▸ **What is being asked**
From the entries that follow, gather each line holding the word "main".

Records Block Start

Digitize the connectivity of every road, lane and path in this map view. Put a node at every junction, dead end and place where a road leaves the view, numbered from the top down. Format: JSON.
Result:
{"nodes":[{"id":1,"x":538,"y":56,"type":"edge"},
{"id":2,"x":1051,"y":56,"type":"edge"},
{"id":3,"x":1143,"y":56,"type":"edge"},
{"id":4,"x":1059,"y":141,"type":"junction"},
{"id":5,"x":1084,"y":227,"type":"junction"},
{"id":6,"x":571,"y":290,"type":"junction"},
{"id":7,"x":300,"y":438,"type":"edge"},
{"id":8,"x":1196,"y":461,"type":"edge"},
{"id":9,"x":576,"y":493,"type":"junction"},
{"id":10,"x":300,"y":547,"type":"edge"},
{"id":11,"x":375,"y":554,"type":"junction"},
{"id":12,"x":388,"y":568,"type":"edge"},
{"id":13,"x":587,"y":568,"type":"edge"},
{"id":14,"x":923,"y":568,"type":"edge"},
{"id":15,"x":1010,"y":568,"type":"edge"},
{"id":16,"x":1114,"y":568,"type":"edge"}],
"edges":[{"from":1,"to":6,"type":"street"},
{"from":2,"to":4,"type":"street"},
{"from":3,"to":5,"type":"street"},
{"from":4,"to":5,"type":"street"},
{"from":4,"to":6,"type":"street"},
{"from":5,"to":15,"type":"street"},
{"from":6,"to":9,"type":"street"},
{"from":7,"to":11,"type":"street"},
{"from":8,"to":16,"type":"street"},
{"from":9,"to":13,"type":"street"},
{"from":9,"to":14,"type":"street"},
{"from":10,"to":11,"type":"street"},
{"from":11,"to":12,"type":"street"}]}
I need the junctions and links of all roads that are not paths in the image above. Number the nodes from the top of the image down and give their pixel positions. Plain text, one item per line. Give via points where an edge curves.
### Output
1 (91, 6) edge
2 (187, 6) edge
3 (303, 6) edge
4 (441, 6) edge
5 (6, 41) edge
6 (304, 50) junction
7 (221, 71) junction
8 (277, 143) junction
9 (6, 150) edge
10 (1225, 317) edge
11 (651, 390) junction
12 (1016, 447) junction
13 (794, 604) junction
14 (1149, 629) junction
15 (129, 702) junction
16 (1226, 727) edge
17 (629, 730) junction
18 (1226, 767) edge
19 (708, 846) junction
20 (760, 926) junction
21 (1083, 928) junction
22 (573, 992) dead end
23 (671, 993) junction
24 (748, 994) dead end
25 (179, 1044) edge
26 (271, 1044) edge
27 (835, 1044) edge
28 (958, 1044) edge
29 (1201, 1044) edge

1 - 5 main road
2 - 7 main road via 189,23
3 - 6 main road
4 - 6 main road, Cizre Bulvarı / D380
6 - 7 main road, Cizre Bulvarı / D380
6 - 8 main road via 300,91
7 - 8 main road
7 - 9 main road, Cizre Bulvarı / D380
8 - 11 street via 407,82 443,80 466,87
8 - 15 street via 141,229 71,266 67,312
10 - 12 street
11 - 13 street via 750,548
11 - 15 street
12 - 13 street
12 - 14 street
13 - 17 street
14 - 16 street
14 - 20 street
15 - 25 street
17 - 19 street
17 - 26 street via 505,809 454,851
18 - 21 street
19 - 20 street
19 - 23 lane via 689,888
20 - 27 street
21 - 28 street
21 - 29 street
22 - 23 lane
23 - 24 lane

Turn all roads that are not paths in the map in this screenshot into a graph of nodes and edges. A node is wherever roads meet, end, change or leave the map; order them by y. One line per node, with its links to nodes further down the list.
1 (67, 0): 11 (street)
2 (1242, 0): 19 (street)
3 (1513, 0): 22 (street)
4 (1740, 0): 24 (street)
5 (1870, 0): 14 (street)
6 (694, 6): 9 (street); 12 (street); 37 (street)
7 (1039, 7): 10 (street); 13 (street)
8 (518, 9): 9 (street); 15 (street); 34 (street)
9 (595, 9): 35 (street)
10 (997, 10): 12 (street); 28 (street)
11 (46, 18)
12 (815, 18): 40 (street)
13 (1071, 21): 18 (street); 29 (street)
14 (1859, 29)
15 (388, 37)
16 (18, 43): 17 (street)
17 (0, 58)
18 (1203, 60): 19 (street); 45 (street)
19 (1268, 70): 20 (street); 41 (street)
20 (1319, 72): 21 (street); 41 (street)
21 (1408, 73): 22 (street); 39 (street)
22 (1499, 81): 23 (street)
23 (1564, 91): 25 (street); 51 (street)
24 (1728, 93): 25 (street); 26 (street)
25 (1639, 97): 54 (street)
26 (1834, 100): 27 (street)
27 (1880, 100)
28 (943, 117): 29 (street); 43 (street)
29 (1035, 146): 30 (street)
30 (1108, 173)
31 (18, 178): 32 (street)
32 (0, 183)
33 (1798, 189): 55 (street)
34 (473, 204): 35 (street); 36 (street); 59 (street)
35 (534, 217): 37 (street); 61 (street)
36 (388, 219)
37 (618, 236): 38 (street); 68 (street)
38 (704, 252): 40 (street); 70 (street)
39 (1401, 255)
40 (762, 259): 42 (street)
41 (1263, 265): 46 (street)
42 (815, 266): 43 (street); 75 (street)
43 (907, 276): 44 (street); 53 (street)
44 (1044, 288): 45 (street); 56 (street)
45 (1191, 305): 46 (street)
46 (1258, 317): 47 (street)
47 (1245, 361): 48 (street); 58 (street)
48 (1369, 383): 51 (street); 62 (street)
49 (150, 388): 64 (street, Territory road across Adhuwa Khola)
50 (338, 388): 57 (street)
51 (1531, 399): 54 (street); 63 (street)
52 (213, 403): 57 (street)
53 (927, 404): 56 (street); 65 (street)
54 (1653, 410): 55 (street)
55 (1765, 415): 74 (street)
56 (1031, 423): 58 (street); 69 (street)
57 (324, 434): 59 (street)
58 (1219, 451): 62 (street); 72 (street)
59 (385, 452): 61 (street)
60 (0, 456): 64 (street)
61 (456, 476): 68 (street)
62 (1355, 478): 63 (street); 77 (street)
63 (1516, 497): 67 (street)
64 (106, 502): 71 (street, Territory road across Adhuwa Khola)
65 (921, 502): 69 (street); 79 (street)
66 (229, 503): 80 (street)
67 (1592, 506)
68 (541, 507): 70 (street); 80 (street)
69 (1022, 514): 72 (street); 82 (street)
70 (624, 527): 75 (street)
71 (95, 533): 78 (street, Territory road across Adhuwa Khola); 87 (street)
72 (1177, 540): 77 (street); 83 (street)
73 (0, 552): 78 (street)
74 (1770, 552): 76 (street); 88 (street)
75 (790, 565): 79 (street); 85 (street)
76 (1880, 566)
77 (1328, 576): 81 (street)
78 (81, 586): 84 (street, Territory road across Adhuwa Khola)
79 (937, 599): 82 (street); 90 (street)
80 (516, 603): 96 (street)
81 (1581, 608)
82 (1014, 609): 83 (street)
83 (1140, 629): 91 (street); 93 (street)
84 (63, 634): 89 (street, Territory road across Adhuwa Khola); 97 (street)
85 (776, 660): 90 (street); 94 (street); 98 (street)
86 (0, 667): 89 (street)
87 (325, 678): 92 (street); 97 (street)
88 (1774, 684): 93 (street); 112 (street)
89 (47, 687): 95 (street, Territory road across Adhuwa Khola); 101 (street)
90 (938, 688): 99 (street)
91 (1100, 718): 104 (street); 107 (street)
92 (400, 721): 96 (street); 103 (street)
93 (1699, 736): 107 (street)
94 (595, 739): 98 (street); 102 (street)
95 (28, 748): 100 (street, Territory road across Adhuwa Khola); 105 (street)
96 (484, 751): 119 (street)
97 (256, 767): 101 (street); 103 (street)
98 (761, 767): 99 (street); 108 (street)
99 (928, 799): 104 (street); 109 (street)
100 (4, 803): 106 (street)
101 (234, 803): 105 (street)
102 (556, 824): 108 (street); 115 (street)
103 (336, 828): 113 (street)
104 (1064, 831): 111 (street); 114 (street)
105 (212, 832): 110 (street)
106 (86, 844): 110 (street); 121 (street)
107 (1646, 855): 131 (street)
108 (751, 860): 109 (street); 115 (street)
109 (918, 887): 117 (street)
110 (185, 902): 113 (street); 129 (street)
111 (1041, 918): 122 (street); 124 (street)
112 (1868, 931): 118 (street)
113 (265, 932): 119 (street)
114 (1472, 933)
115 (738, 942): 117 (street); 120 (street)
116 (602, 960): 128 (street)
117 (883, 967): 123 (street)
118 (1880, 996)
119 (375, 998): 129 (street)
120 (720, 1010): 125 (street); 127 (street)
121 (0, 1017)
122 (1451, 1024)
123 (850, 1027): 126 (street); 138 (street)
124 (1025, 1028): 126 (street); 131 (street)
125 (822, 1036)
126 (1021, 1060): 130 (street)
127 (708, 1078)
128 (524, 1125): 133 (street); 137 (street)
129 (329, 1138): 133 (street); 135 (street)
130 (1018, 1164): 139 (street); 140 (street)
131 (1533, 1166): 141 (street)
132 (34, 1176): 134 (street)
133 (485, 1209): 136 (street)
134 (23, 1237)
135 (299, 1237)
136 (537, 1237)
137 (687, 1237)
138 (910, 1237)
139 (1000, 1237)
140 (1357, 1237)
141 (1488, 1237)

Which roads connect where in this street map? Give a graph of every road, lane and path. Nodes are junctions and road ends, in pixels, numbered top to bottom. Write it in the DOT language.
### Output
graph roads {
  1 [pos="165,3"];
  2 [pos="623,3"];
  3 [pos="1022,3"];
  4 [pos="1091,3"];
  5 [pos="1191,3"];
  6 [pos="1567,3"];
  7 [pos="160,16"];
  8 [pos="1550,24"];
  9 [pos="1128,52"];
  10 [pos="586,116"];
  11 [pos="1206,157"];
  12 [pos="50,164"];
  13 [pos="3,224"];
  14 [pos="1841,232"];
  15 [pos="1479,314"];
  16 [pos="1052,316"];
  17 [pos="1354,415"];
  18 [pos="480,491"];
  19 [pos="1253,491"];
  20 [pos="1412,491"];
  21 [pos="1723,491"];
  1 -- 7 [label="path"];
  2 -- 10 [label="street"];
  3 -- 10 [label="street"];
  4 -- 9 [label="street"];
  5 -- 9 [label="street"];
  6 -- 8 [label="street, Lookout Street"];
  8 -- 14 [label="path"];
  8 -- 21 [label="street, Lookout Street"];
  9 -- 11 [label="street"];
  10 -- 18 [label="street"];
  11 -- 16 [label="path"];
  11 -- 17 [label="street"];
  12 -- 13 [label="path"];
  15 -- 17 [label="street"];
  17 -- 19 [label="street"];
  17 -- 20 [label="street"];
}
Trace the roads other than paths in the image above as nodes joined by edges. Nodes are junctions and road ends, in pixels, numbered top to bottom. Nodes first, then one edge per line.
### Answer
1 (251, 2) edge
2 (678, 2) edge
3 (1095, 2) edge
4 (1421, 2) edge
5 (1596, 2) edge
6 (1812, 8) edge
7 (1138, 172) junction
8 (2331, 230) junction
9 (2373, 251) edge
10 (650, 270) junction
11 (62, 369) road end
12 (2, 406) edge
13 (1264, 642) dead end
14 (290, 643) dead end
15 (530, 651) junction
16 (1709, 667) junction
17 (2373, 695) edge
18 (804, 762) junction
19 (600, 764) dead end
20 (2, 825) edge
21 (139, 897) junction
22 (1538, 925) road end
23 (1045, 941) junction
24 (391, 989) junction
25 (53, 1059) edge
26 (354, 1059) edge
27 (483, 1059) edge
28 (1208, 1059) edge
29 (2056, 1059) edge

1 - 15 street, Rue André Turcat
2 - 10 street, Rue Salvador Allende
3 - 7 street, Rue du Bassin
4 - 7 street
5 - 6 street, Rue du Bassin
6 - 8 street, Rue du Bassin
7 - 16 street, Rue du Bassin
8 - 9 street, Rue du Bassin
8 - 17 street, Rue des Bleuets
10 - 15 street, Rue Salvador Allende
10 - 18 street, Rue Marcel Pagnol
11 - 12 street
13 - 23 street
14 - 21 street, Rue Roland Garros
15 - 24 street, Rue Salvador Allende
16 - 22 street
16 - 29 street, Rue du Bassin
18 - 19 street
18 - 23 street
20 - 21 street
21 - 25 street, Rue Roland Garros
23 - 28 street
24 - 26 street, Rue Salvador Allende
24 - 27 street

Records Block End

▸ **Answer space**
1 - 5 main road
2 - 7 main road via 189,23
3 - 6 main road
4 - 6 main road, Cizre Bulvarı / D380
6 - 7 main road, Cizre Bulvarı / D380
6 - 8 main road via 300,91
7 - 8 main road
7 - 9 main road, Cizre Bulvarı / D380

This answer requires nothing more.